Pompe funebri per cani e gatti, denuncia Aidaa: “Attenti a false agenzie che chiedono soldi”

di Redazione Blitz
Pubblicato il 12 Febbraio 2019 15:17 | Ultimo aggiornamento: 12 Febbraio 2019 15:17
Pompe funebri per cani e gatti, denuncia Aidaa: "Attenti a false agenzie che chiedono soldi"

Pompe funebri per cani e gatti, denuncia Aidaa: “Attenti a false agenzie che chiedono soldi” (Foto archivio Ansa)

RHO (MILANO) – Pompe funebri per animali, attenzione all’inganno. La denuncia arriva da Aidaa, la Associazione per la difesa dell’ambiente e degli animali. “Se ricevete una telefonata o un’offerta via social da una sedicente impresa di pompe funebri per animali che vi offre a prezzi vantaggiosi il funerale per i vostri amici a quattro zampe o la loro cremazione a prezzo bloccato per i prossimi dieci anni non date loro retta – dichiara Aidaa – : si tratta di un tentativo di inganno che è già stato sperimentato nei mesi e negli anni scorsi in diverse parti d’Italia e ora dalle segnalazioni arrivate a noi”. 

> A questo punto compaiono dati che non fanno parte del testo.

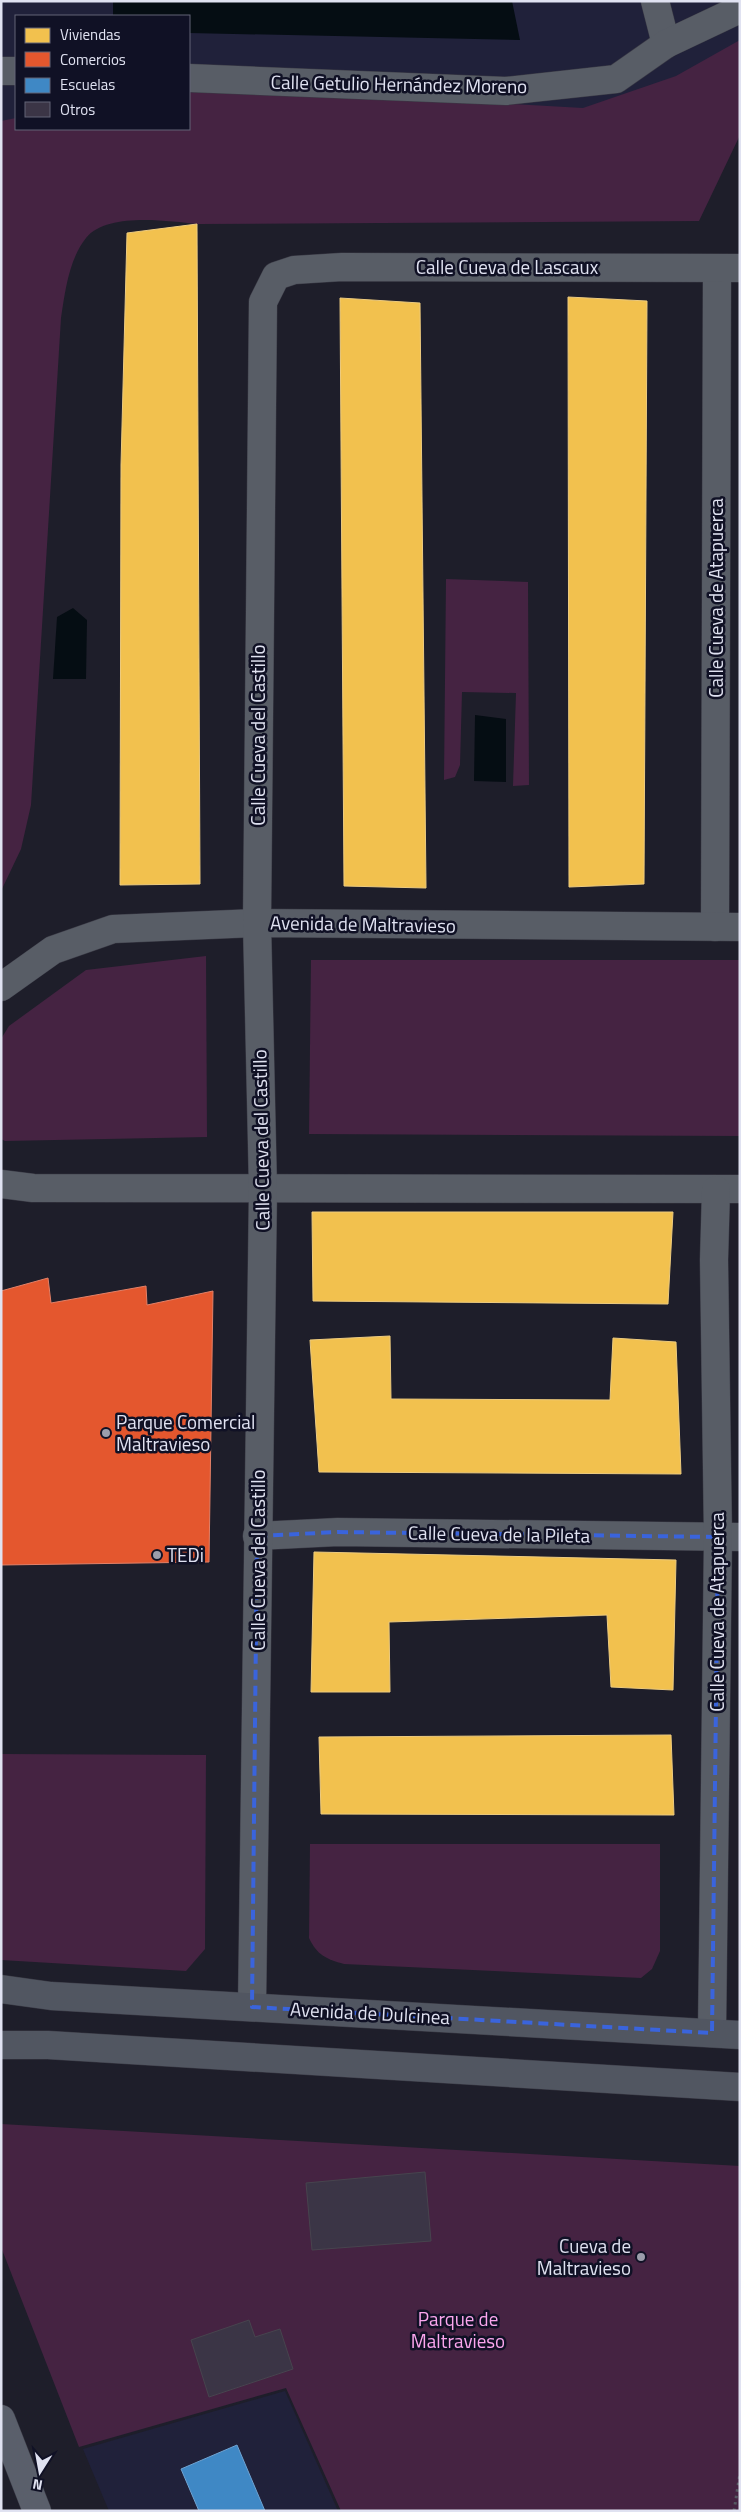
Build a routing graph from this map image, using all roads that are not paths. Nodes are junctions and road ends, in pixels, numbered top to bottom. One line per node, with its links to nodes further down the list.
1 (655, 1): 3 (street)
2 (740, 9): 3 (street, Calle Getulio Hernández Moreno)
3 (666, 44): 6 (street, Calle Getulio Hernández Moreno)
4 (1, 71): 5 (street)
5 (15, 71)
6 (190, 78)
7 (728, 269): 8 (street, Calle Cueva de Lascaux); 10 (street, Calle Cueva de Atapuerca)
8 (276, 276): 9 (street, Calle Cueva del Castillo)
9 (257, 923): 10 (street, Avenida de Maltravieso); 11 (street, Avenida de Maltravieso); 13 (street, Calle Cueva del Castillo)
10 (727, 927)
11 (1, 987)
12 (2, 1189): 13 (street)
13 (263, 1189): 14 (street); 15 (street, Calle Cueva del Castillo)
14 (728, 1190): 16 (street, Calle Cueva de Atapuerca)
15 (258, 1536): 16 (street, Calle Cueva de la Pileta); 18 (street, Calle Cueva del Castillo)
16 (729, 1538): 19 (street, Calle Cueva de Atapuerca)
17 (1, 1989): 18 (main road, Avenida de Dulcinea)
18 (252, 2007): 19 (main road, Avenida de Dulcinea)
19 (712, 2033): 20 (main road, Avenida de Dulcinea)
20 (740, 2035)
21 (1, 2045): 22 (main road)
22 (740, 2087)
23 (1, 2419): 24 (main road)
24 (37, 2511)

Secondo Aidaa la finta agenzia di pompe funebri per animali opera tra la città di Milano e le zone di Rho, Legnano e Abbiategrasso, nell’hinterland cittadino. 

Secondo Aidaa, “alcuni sedicenti proprietari di una impresa di pompe funebri telefonano o inviano finte mail di pubblicità ai proprietari di cani e gatti offrendo un funerale o una cremazione per il proprio cane o gatto a prezzo bloccato. I prezzi proposti sono allettanti e vanno dai 100 euro ai 600 euro per cremazioni e funerali. Se la persona si dice interessata, viene inviata una mail i finti contratti e perfino le immagini delle cassette in cui sarebbero destinati i resti o le ceneri dell’animale, e se richiesto pure le foto delle lapidi che vengono anche queste proposte a prezzi scontati e bloccati in vista del doloroso giorno della morte dell’animale”.

Peccato che, denuncia Aidaa, venga richiesto il pagamento del 20% anticipato attraverso un versamento su un conto corrente o in alternativa su poste pay all’atto della firma e restituzione del contratto via email.

“Si tratta di cifre spesso basse – spiega Lorenzo Croce, presidente di Aiadaa – per questo motivo molti di quelli che hanno ricevuto la telefonata o la mail ci sono cascati versando quote che vanno dai 20 ai 100 euro sperando di aver davvero il servizio assicurato al prezzo concordato. In realtà dai controlli effettuati la ditta non esiste”.